Task for the listing below: copy it out in full, exactly.

> **PROVIDED RECORDS**:
* * *
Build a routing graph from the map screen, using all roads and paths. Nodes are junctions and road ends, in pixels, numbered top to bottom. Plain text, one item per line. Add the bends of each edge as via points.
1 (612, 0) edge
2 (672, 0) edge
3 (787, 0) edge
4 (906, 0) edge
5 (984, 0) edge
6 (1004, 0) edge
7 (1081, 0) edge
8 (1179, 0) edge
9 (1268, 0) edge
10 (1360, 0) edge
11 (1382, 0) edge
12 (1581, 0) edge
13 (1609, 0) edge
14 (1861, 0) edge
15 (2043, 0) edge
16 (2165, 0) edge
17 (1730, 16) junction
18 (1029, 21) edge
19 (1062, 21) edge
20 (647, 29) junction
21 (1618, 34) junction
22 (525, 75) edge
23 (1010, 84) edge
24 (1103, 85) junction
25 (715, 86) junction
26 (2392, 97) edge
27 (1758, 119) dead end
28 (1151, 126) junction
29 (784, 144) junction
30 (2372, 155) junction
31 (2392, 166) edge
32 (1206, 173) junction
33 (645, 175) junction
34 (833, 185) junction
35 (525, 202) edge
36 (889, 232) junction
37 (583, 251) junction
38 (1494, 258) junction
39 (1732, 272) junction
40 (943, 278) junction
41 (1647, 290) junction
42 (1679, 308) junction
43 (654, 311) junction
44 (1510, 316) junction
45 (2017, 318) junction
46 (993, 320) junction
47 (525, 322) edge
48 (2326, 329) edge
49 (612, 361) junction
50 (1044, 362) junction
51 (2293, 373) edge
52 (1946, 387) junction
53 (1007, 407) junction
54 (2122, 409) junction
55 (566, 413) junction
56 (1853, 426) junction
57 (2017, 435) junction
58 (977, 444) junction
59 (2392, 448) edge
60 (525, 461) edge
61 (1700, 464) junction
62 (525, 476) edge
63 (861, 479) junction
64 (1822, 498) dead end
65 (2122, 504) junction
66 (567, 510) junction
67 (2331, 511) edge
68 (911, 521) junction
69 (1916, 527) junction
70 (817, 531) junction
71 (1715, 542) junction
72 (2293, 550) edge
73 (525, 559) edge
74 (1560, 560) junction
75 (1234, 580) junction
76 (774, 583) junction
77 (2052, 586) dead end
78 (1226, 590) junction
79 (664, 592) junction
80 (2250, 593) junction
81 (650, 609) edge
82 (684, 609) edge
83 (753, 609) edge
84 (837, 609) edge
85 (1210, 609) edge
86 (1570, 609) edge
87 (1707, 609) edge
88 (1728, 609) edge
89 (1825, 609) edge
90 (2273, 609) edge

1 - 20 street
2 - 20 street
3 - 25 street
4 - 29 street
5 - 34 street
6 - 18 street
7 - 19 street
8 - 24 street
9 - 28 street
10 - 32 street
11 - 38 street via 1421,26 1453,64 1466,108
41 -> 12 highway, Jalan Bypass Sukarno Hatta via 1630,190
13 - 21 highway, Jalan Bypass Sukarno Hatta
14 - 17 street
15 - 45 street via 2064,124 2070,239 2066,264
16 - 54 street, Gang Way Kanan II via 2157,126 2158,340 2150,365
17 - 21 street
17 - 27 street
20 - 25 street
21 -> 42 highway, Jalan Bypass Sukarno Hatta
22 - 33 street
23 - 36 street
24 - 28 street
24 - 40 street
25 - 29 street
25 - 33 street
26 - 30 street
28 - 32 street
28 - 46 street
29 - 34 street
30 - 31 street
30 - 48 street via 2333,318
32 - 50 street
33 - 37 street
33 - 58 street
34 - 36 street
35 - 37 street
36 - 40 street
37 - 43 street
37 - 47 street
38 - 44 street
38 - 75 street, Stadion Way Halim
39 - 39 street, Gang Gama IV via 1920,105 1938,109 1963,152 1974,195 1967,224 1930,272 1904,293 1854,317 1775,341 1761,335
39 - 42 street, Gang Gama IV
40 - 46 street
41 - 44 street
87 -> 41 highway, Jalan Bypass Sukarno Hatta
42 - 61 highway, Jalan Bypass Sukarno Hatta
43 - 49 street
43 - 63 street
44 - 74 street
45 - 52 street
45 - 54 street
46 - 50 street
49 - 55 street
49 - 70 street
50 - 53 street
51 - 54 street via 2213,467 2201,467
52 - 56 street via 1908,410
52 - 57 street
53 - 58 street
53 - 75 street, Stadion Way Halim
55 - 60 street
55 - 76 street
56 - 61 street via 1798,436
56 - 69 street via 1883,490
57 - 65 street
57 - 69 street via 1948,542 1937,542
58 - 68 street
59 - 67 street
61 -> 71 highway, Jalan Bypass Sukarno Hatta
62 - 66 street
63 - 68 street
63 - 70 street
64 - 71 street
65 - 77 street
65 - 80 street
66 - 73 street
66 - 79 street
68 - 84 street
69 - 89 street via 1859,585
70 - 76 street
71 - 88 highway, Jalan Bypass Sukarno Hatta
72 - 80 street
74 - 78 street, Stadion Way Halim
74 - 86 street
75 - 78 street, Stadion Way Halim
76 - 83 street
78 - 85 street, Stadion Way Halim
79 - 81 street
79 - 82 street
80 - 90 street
* * *
> **PROBLEM SOLUTION**:
Build a routing graph from the map screen, using all roads and paths. Nodes are junctions and road ends, in pixels, numbered top to bottom. Plain text, one item per line. Add the bends of each edge as via points.
1 (612, 0) edge
2 (672, 0) edge
3 (787, 0) edge
4 (906, 0) edge
5 (984, 0) edge
6 (1004, 0) edge
7 (1081, 0) edge
8 (1179, 0) edge
9 (1268, 0) edge
10 (1360, 0) edge
11 (1382, 0) edge
12 (1581, 0) edge
13 (1609, 0) edge
14 (1861, 0) edge
15 (2043, 0) edge
16 (2165, 0) edge
17 (1730, 16) junction
18 (1029, 21) edge
19 (1062, 21) edge
20 (647, 29) junction
21 (1618, 34) junction
22 (525, 75) edge
23 (1010, 84) edge
24 (1103, 85) junction
25 (715, 86) junction
26 (2392, 97) edge
27 (1758, 119) dead end
28 (1151, 126) junction
29 (784, 144) junction
30 (2372, 155) junction
31 (2392, 166) edge
32 (1206, 173) junction
33 (645, 175) junction
34 (833, 185) junction
35 (525, 202) edge
36 (889, 232) junction
37 (583, 251) junction
38 (1494, 258) junction
39 (1732, 272) junction
40 (943, 278) junction
41 (1647, 290) junction
42 (1679, 308) junction
43 (654, 311) junction
44 (1510, 316) junction
45 (2017, 318) junction
46 (993, 320) junction
47 (525, 322) edge
48 (2326, 329) edge
49 (612, 361) junction
50 (1044, 362) junction
51 (2293, 373) edge
52 (1946, 387) junction
53 (1007, 407) junction
54 (2122, 409) junction
55 (566, 413) junction
56 (1853, 426) junction
57 (2017, 435) junction
58 (977, 444) junction
59 (2392, 448) edge
60 (525, 461) edge
61 (1700, 464) junction
62 (525, 476) edge
63 (861, 479) junction
64 (1822, 498) dead end
65 (2122, 504) junction
66 (567, 510) junction
67 (2331, 511) edge
68 (911, 521) junction
69 (1916, 527) junction
70 (817, 531) junction
71 (1715, 542) junction
72 (2293, 550) edge
73 (525, 559) edge
74 (1560, 560) junction
75 (1234, 580) junction
76 (774, 583) junction
77 (2052, 586) dead end
78 (1226, 590) junction
79 (664, 592) junction
80 (2250, 593) junction
81 (650, 609) edge
82 (684, 609) edge
83 (753, 609) edge
84 (837, 609) edge
85 (1210, 609) edge
86 (1570, 609) edge
87 (1707, 609) edge
88 (1728, 609) edge
89 (1825, 609) edge
90 (2273, 609) edge

1 - 20 street
2 - 20 street
3 - 25 street
4 - 29 street
5 - 34 street
6 - 18 street
7 - 19 street
8 - 24 street
9 - 28 street
10 - 32 street
11 - 38 street via 1421,26 1453,64 1466,108
41 -> 12 highway, Jalan Bypass Sukarno Hatta via 1630,190
13 - 21 highway, Jalan Bypass Sukarno Hatta
14 - 17 street
15 - 45 street via 2064,124 2070,239 2066,264
16 - 54 street, Gang Way Kanan II via 2157,126 2158,340 2150,365
17 - 21 street
17 - 27 street
20 - 25 street
21 -> 42 highway, Jalan Bypass Sukarno Hatta
22 - 33 street
23 - 36 street
24 - 28 street
24 - 40 street
25 - 29 street
25 - 33 street
26 - 30 street
28 - 32 street
28 - 46 street
29 - 34 street
30 - 31 street
30 - 48 street via 2333,318
32 - 50 street
33 - 37 street
33 - 58 street
34 - 36 street
35 - 37 street
36 - 40 street
37 - 43 street
37 - 47 street
38 - 44 street
38 - 75 street, Stadion Way Halim
39 - 39 street, Gang Gama IV via 1920,105 1938,109 1963,152 1974,195 1967,224 1930,272 1904,293 1854,317 1775,341 1761,335
39 - 42 street, Gang Gama IV
40 - 46 street
41 - 44 street
87 -> 41 highway, Jalan Bypass Sukarno Hatta
42 - 61 highway, Jalan Bypass Sukarno Hatta
43 - 49 street
43 - 63 street
44 - 74 street
45 - 52 street
45 - 54 street
46 - 50 street
49 - 55 street
49 - 70 street
50 - 53 street
51 - 54 street via 2213,467 2201,467
52 - 56 street via 1908,410
52 - 57 street
53 - 58 street
53 - 75 street, Stadion Way Halim
55 - 60 street
55 - 76 street
56 - 61 street via 1798,436
56 - 69 street via 1883,490
57 - 65 street
57 - 69 street via 1948,542 1937,542
58 - 68 street
59 - 67 street
61 -> 71 highway, Jalan Bypass Sukarno Hatta
62 - 66 street
63 - 68 street
63 - 70 street
64 - 71 street
65 - 77 street
65 - 80 street
66 - 73 street
66 - 79 street
68 - 84 street
69 - 89 street via 1859,585
70 - 76 street
71 - 88 highway, Jalan Bypass Sukarno Hatta
72 - 80 street
74 - 78 street, Stadion Way Halim
74 - 86 street
75 - 78 street, Stadion Way Halim
76 - 83 street
78 - 85 street, Stadion Way Halim
79 - 81 street
79 - 82 street
80 - 90 street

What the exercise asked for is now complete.